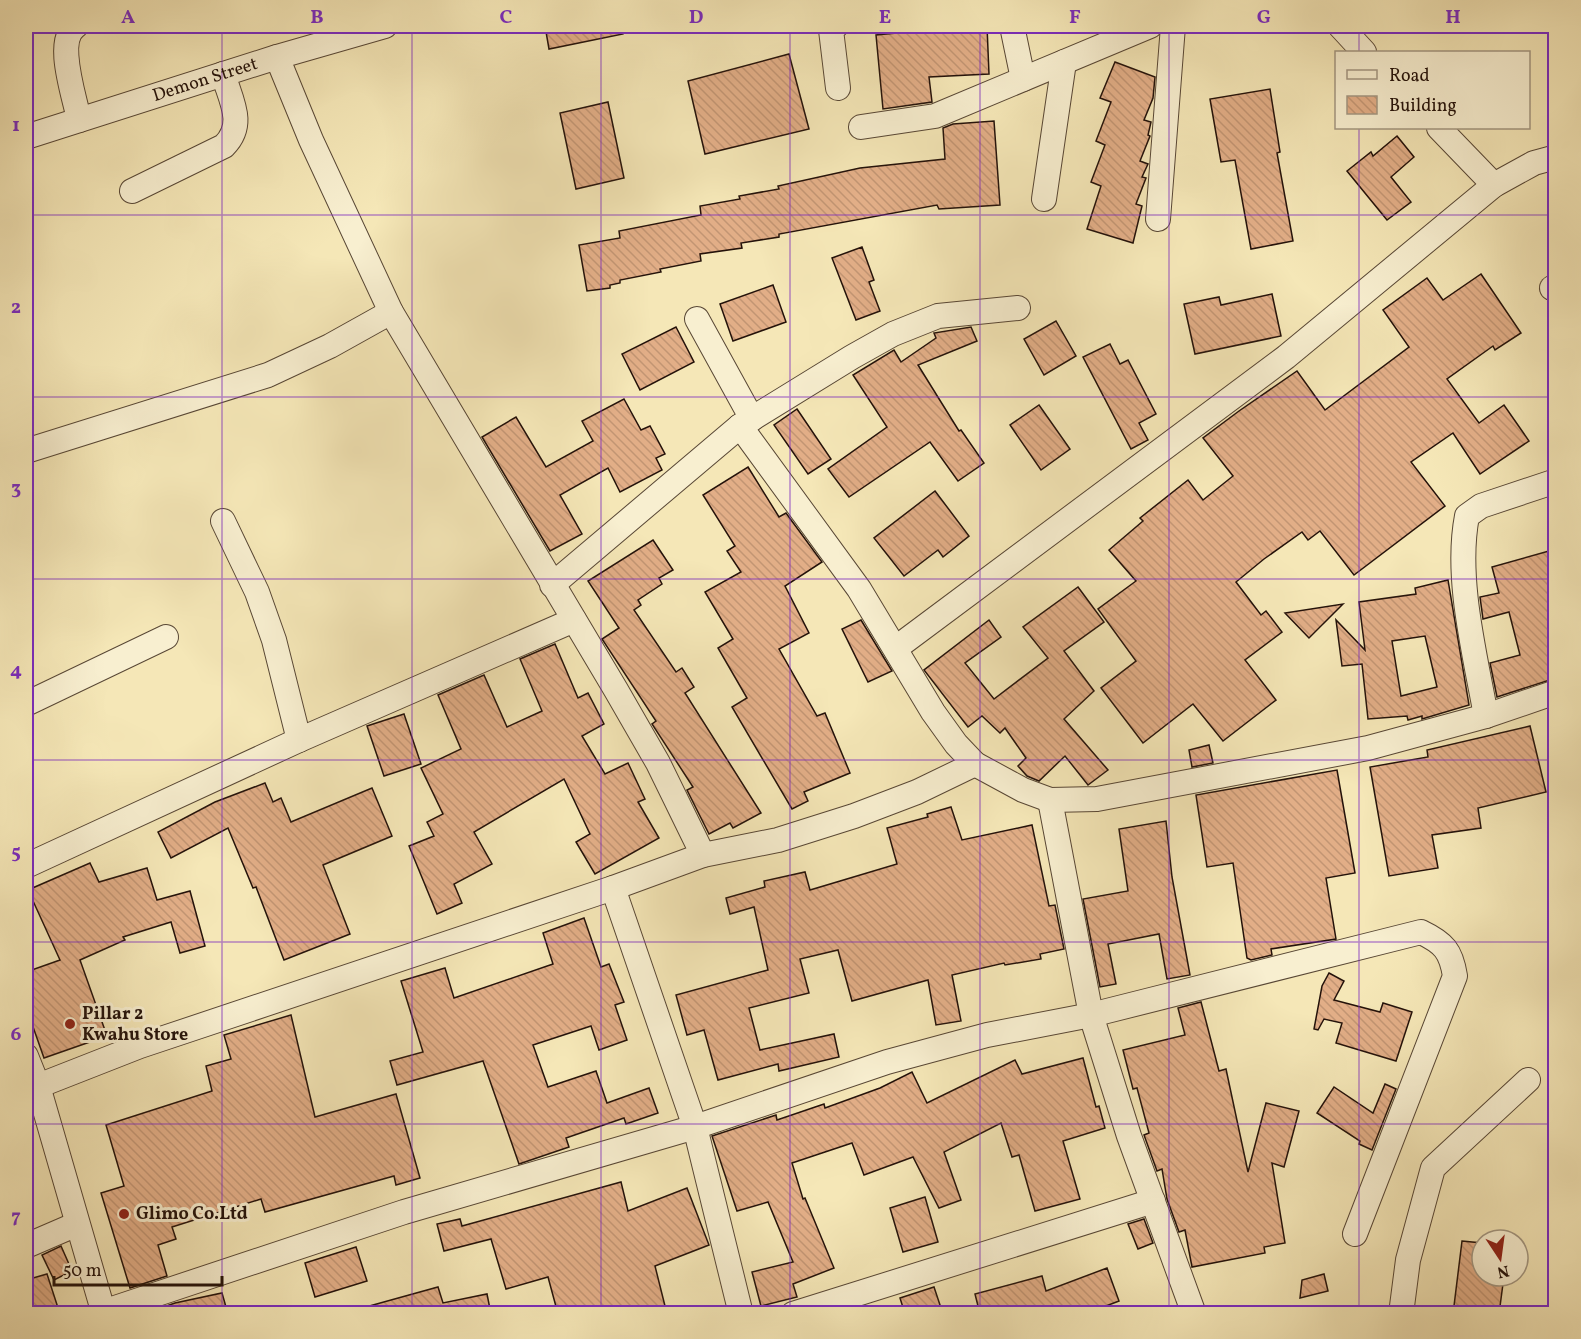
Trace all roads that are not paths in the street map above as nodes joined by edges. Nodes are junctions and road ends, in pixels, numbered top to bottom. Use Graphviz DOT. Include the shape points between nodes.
graph roads {
  1 [pos="76,26"];
  2 [pos="385,26"];
  3 [pos="836,26"];
  4 [pos="1012,26"];
  5 [pos="1150,26"];
  6 [pos="1173,26"];
  7 [pos="1340,26"];
  8 [pos="315,35"];
  9 [pos="1363,51"];
  10 [pos="277,57"];
  11 [pos="1064,62"];
  12 [pos="223,74"];
  13 [pos="1023,79"];
  14 [pos="838,88"];
  15 [pos="79,120"];
  16 [pos="861,127"];
  17 [pos="1440,129"];
  18 [pos="26,137"];
  19 [pos="1556,157"];
  20 [pos="1494,185"];
  21 [pos="132,190"];
  22 [pos="1044,199"];
  23 [pos="1158,219"];
  24 [pos="1018,308"];
  25 [pos="391,312"];
  26 [pos="696,319"];
  27 [pos="746,422"];
  28 [pos="26,451"];
  29 [pos="1556,480"];
  30 [pos="223,521"];
  31 [pos="552,585"];
  32 [pos="574,621"];
  33 [pos="166,637"];
  34 [pos="896,648"];
  35 [pos="1556,692"];
  36 [pos="26,704"];
  37 [pos="1486,716"];
  38 [pos="300,740"];
  39 [pos="975,764"];
  40 [pos="1050,800"];
  41 [pos="703,855"];
  42 [pos="26,866"];
  43 [pos="613,888"];
  44 [pos="1091,1015"];
  45 [pos="26,1056"];
  46 [pos="1528,1080"];
  47 [pos="38,1086"];
  48 [pos="694,1127"];
  49 [pos="1154,1201"];
  50 [pos="77,1224"];
  51 [pos="1355,1234"];
  52 [pos="26,1246"];
  53 [pos="103,1313"];
  54 [pos="741,1314"];
  55 [pos="793,1314"];
  56 [pos="1194,1314"];
  57 [pos="1401,1314"];
  1 -- 15 [label="street" via="69,30 64,47"];
  2 -- 8 [label="street, Demon Street"];
  3 -- 14 [label="street" via="831,30"];
  4 -- 13 [label="street"];
  5 -- 11 [label="street"];
  6 -- 23 [label="street"];
  7 -- 9 [label="street"];
  8 -- 10 [label="street, Demon Street"];
  10 -- 12 [label="street, Demon Street"];
  10 -- 25 [label="street"];
  11 -- 13 [label="street"];
  11 -- 22 [label="street"];
  12 -- 15 [label="street, Demon Street"];
  12 -- 21 [label="street" via="237,125 234,136 224,146"];
  13 -- 16 [label="street" via="935,116"];
  15 -- 18 [label="street, Demon Street"];
  17 -- 20 [label="street"];
  19 -- 20 [label="street" via="1534,163"];
  20 -- 34 [label="street" via="1276,365"];
  24 -- 27 [label="street" via="938,316 911,327 852,357"];
  25 -- 28 [label="street" via="268,375"];
  25 -- 31 [label="street"];
  26 -- 27 [label="street"];
  27 -- 31 [label="street"];
  27 -- 34 [label="street"];
  29 -- 37 [label="street" via="1481,506 1467,516 1465,573"];
  30 -- 38 [label="street" via="257,592 274,640"];
  31 -- 32 [label="street"];
  32 -- 38 [label="street"];
  32 -- 41 [label="street" via="658,763"];
  33 -- 36 [label="street"];
  34 -- 39 [label="street" via="933,711"];
  35 -- 37 [label="street"];
  37 -- 40 [label="street" via="1357,750 1097,799"];
  38 -- 42 [label="street"];
  39 -- 40 [label="street"];
  39 -- 41 [label="street" via="854,816 778,840"];
  40 -- 44 [label="street"];
  41 -- 43 [label="street"];
  43 -- 47 [label="street" via="140,1046"];
  43 -- 48 [label="street"];
  44 -- 48 [label="street" via="987,1035 887,1062"];
  44 -- 49 [label="street"];
  44 -- 51 [label="street" via="1421,932 1436,939 1452,955 1455,976"];
  45 -- 47 [label="street"];
  46 -- 57 [label="street" via="1433,1168 1408,1260"];
  47 -- 50 [label="street"];
  48 -- 53 [label="street" via="404,1212"];
  48 -- 54 [label="street"];
  49 -- 55 [label="street"];
  49 -- 56 [label="street"];
  50 -- 52 [label="street"];
  50 -- 53 [label="street"];
}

*Task requirements*.
If a line in the records has the word "Demon", copy that line.

*Output*.
  2 -- 8 [label="street, Demon Street"];
  8 -- 10 [label="street, Demon Street"];
  10 -- 12 [label="street, Demon Street"];
  12 -- 15 [label="street, Demon Street"];
  15 -- 18 [label="street, Demon Street"];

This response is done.